**YOUR GOAL**
With pictures omitted, restate the data word for word.
++++++++++++++++++++
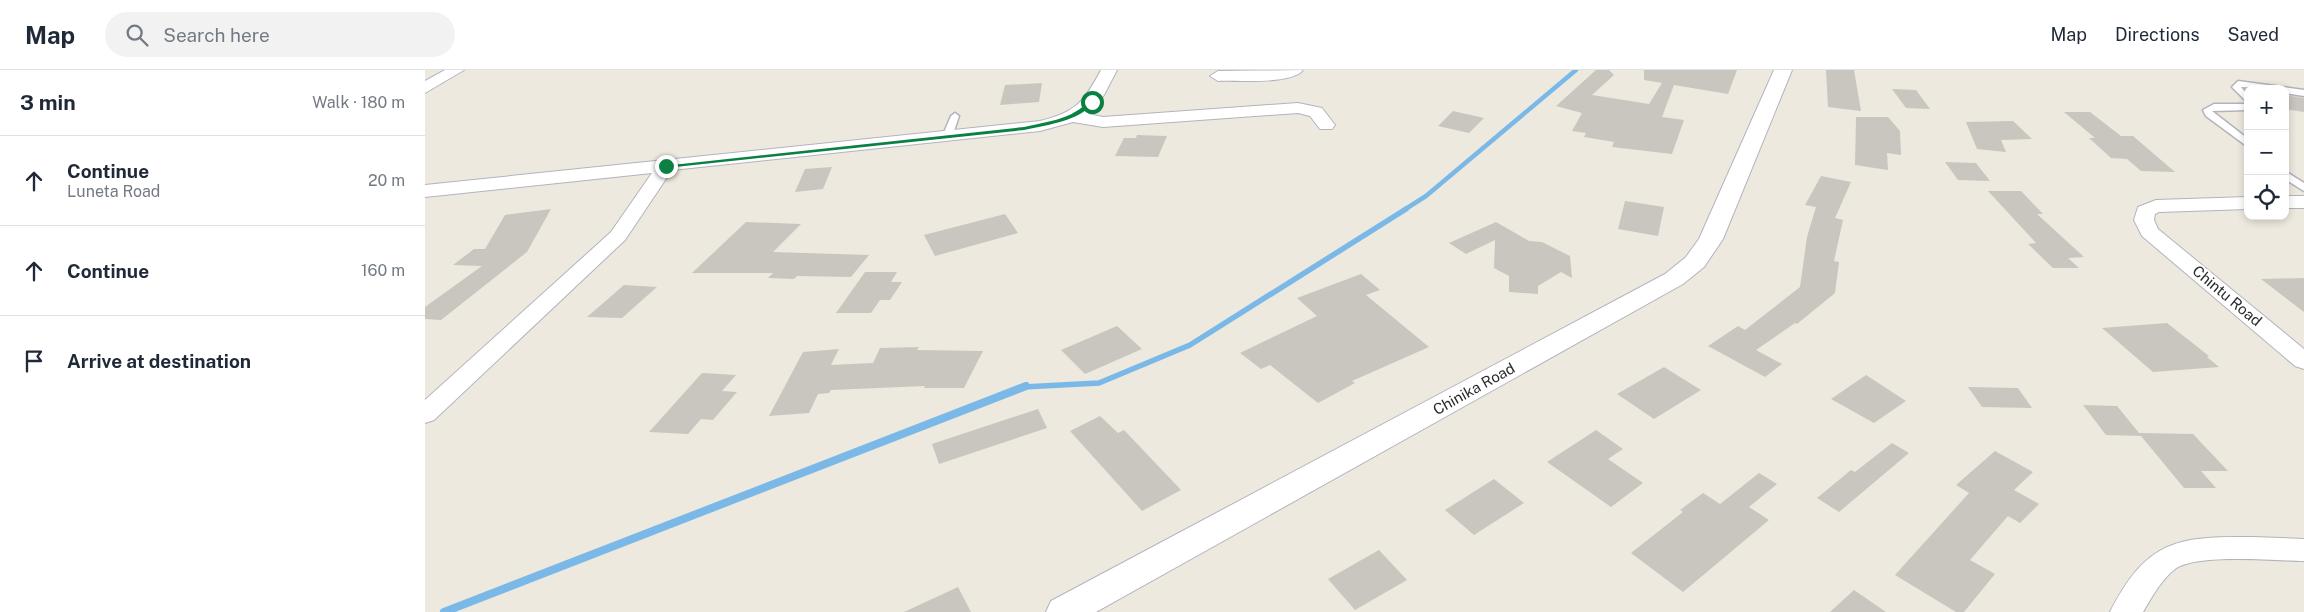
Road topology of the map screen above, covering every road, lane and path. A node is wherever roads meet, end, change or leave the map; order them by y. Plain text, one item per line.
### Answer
1 (456, 70) edge
2 (1109, 70) edge
3 (1295, 70) edge
4 (1783, 70) edge
5 (1218, 76) dead end
6 (2246, 85) edge
7 (425, 88) edge
8 (2289, 91) edge
9 (2304, 93) edge
10 (2244, 96) edge
11 (2244, 107) edge
12 (955, 116) dead end
13 (1072, 117) junction
14 (1326, 125) dead end
15 (947, 137) junction
16 (2244, 141) edge
17 (666, 166) junction
18 (2286, 175) edge
19 (2304, 188) edge
20 (425, 191) edge
21 (2289, 202) edge
22 (2304, 202) edge
23 (2244, 203) edge
24 (2304, 361) edge
25 (425, 414) edge
26 (2304, 550) edge
27 (1064, 612) edge
28 (2126, 612) edge

1 - 7 street
2 - 13 street
3 - 5 street
4 - 27 main road, Chinika Road
6 - 10 lane
8 - 9 lane
11 - 16 lane
12 - 15 lane
13 - 14 street
13 - 15 street
15 - 17 street
17 - 20 street
17 - 25 street
18 - 19 lane
21 - 22 street
23 - 24 street, Chintu Road
26 - 28 street

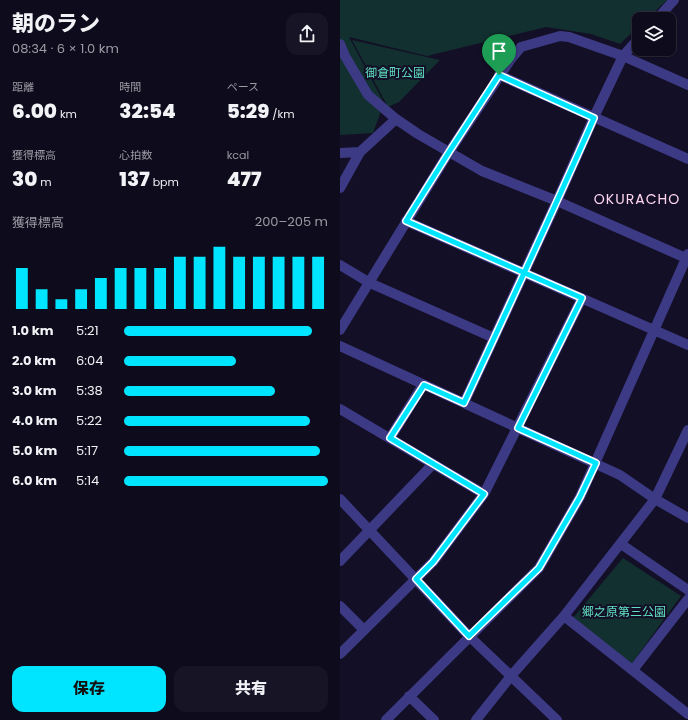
++++++++++++++++++++
**OUTPUT OF THE EXERCISE**
Road topology of the map screen above, covering every road, lane and path. A node is wherever roads meet, end, change or leave the map; order them by y. Plain text, one item per line.
### Answer
1 (456, 70) edge
2 (1109, 70) edge
3 (1295, 70) edge
4 (1783, 70) edge
5 (1218, 76) dead end
6 (2246, 85) edge
7 (425, 88) edge
8 (2289, 91) edge
9 (2304, 93) edge
10 (2244, 96) edge
11 (2244, 107) edge
12 (955, 116) dead end
13 (1072, 117) junction
14 (1326, 125) dead end
15 (947, 137) junction
16 (2244, 141) edge
17 (666, 166) junction
18 (2286, 175) edge
19 (2304, 188) edge
20 (425, 191) edge
21 (2289, 202) edge
22 (2304, 202) edge
23 (2244, 203) edge
24 (2304, 361) edge
25 (425, 414) edge
26 (2304, 550) edge
27 (1064, 612) edge
28 (2126, 612) edge

1 - 7 street
2 - 13 street
3 - 5 street
4 - 27 main road, Chinika Road
6 - 10 lane
8 - 9 lane
11 - 16 lane
12 - 15 lane
13 - 14 street
13 - 15 street
15 - 17 street
17 - 20 street
17 - 25 street
18 - 19 lane
21 - 22 street
23 - 24 street, Chintu Road
26 - 28 street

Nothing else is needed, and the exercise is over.